> [EXERCISE REQUIREMENTS]
Whenever a line of the records below contains the word "Ángel", copy that line.

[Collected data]
══════════
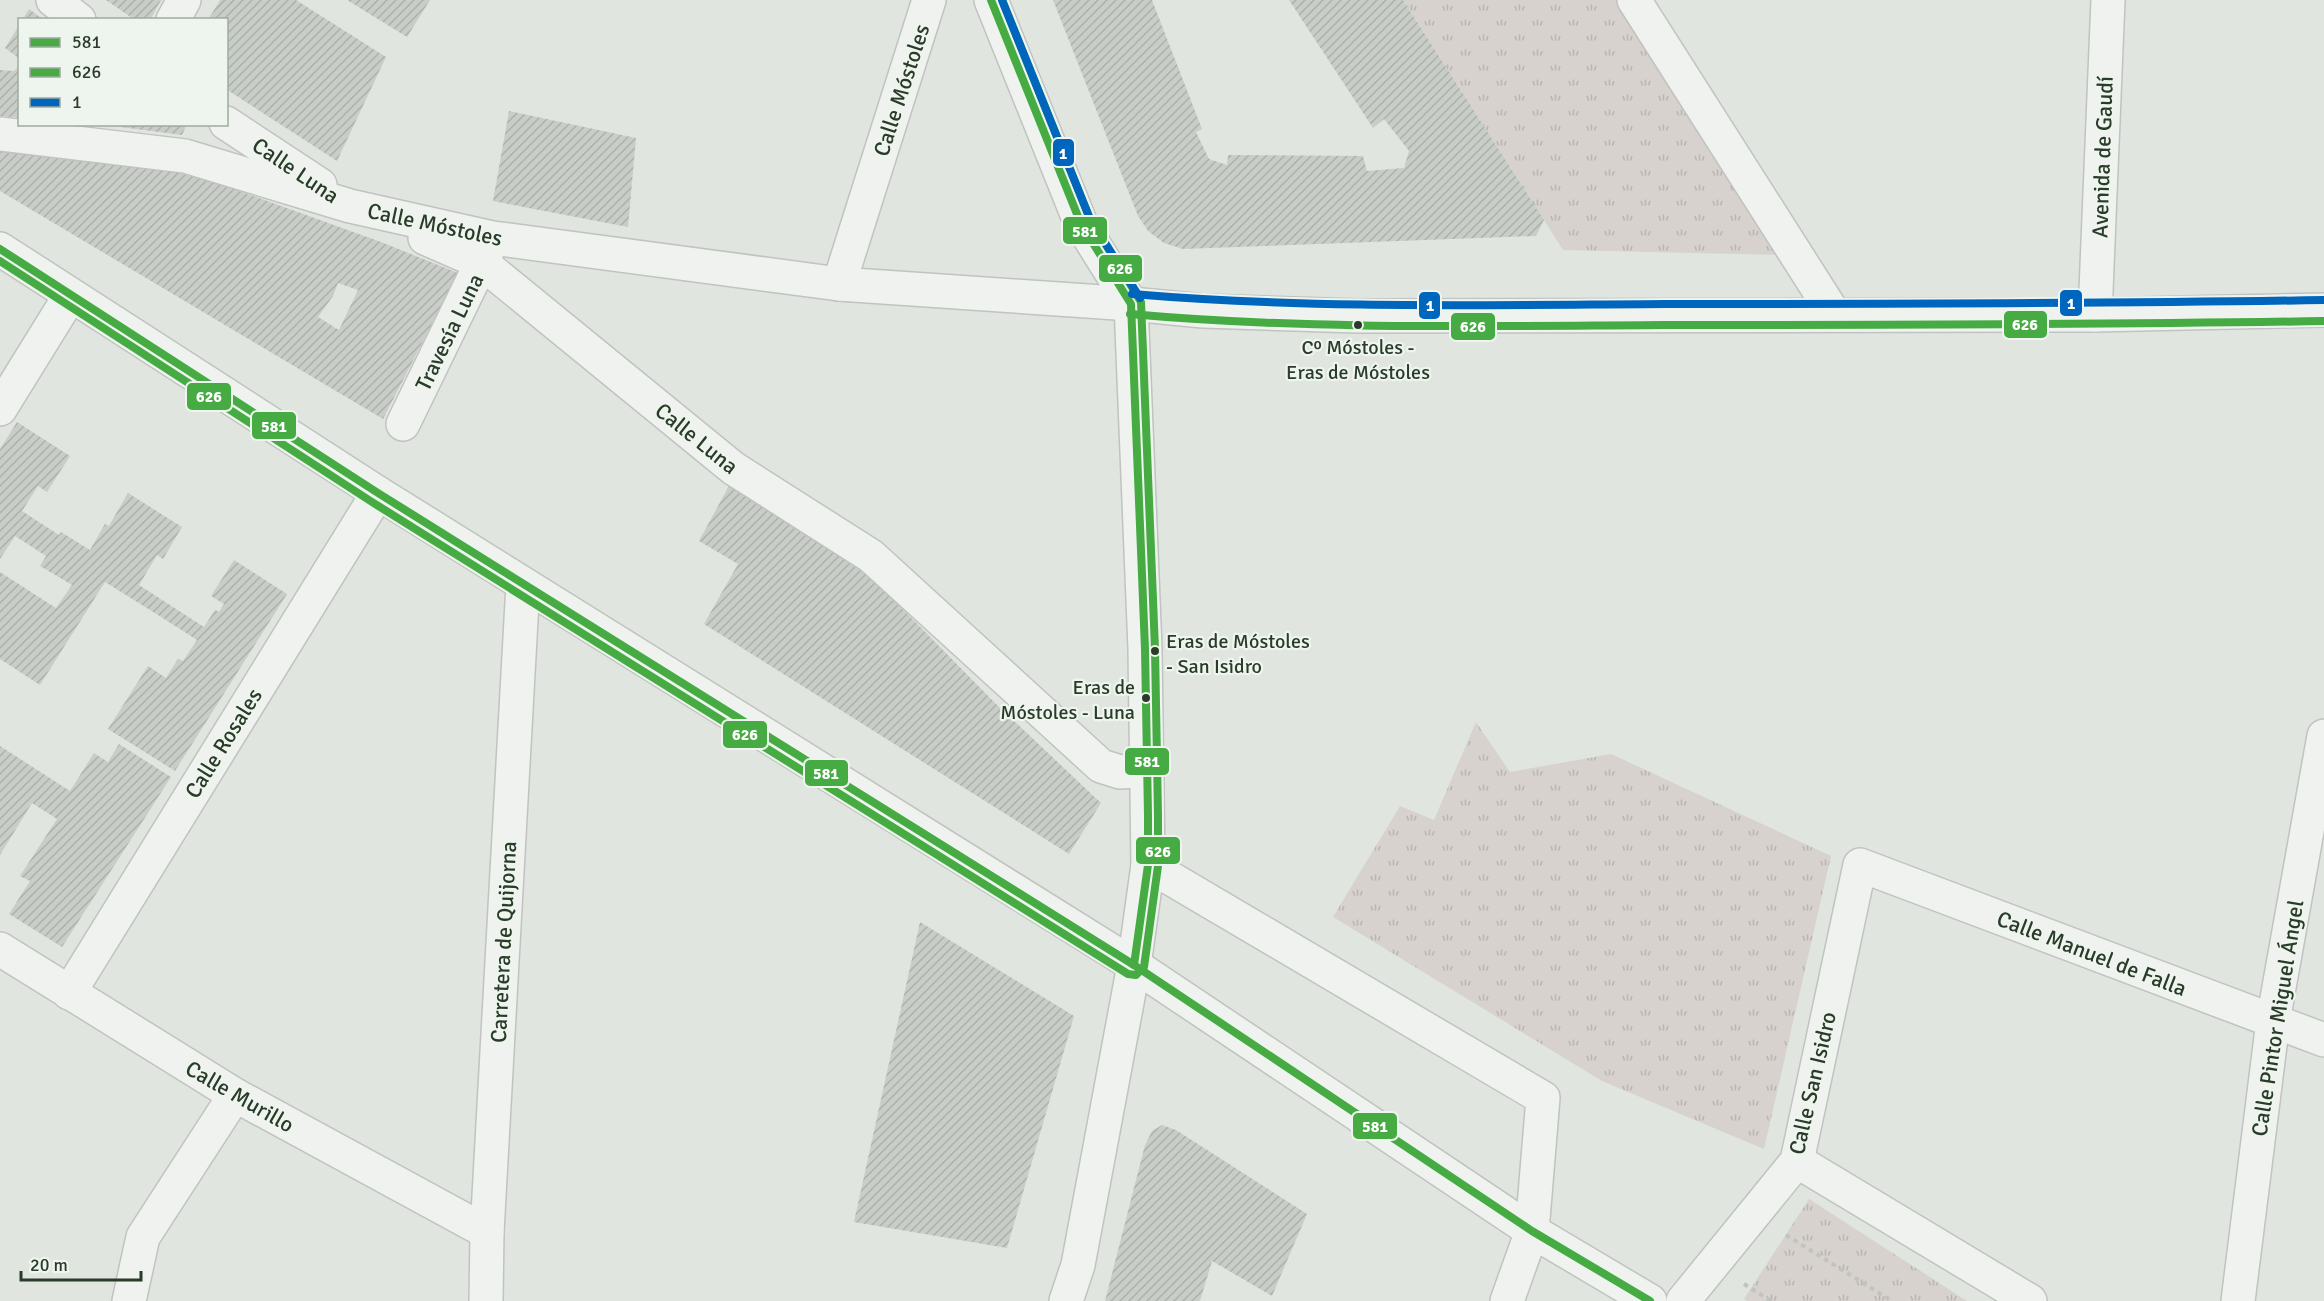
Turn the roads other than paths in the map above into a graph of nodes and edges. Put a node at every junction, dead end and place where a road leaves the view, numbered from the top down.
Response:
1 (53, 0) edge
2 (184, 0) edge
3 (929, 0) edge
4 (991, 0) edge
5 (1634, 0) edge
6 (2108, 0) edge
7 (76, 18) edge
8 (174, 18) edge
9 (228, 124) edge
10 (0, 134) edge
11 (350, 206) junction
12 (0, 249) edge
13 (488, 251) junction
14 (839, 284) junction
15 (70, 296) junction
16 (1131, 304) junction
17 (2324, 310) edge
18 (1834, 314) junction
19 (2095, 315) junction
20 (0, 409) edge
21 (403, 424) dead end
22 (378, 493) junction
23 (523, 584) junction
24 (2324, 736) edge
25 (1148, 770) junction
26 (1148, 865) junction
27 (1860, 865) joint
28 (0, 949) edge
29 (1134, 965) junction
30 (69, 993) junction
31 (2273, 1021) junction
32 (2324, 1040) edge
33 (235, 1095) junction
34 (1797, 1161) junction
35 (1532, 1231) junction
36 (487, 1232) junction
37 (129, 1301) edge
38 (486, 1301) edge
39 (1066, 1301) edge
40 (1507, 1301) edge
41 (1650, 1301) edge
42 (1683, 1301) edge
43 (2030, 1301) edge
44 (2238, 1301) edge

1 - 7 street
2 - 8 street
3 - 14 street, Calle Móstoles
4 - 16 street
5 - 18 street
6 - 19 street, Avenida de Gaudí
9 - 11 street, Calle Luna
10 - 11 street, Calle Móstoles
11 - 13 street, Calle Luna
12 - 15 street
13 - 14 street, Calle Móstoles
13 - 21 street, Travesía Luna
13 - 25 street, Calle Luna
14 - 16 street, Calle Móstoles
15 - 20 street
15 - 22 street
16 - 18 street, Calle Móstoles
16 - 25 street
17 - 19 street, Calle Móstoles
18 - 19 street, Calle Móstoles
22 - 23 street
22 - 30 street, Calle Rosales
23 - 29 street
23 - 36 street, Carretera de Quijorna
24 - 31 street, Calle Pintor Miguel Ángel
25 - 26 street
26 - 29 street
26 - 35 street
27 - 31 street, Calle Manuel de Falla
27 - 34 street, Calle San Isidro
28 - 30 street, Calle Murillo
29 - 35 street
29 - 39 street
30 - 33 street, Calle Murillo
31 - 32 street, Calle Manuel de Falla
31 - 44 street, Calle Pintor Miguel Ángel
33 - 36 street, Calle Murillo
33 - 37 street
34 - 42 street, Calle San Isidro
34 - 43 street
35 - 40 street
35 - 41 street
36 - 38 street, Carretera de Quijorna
══════════
> [TASK OUTPUT]
24 - 31 street, Calle Pintor Miguel Ángel
31 - 44 street, Calle Pintor Miguel Ángel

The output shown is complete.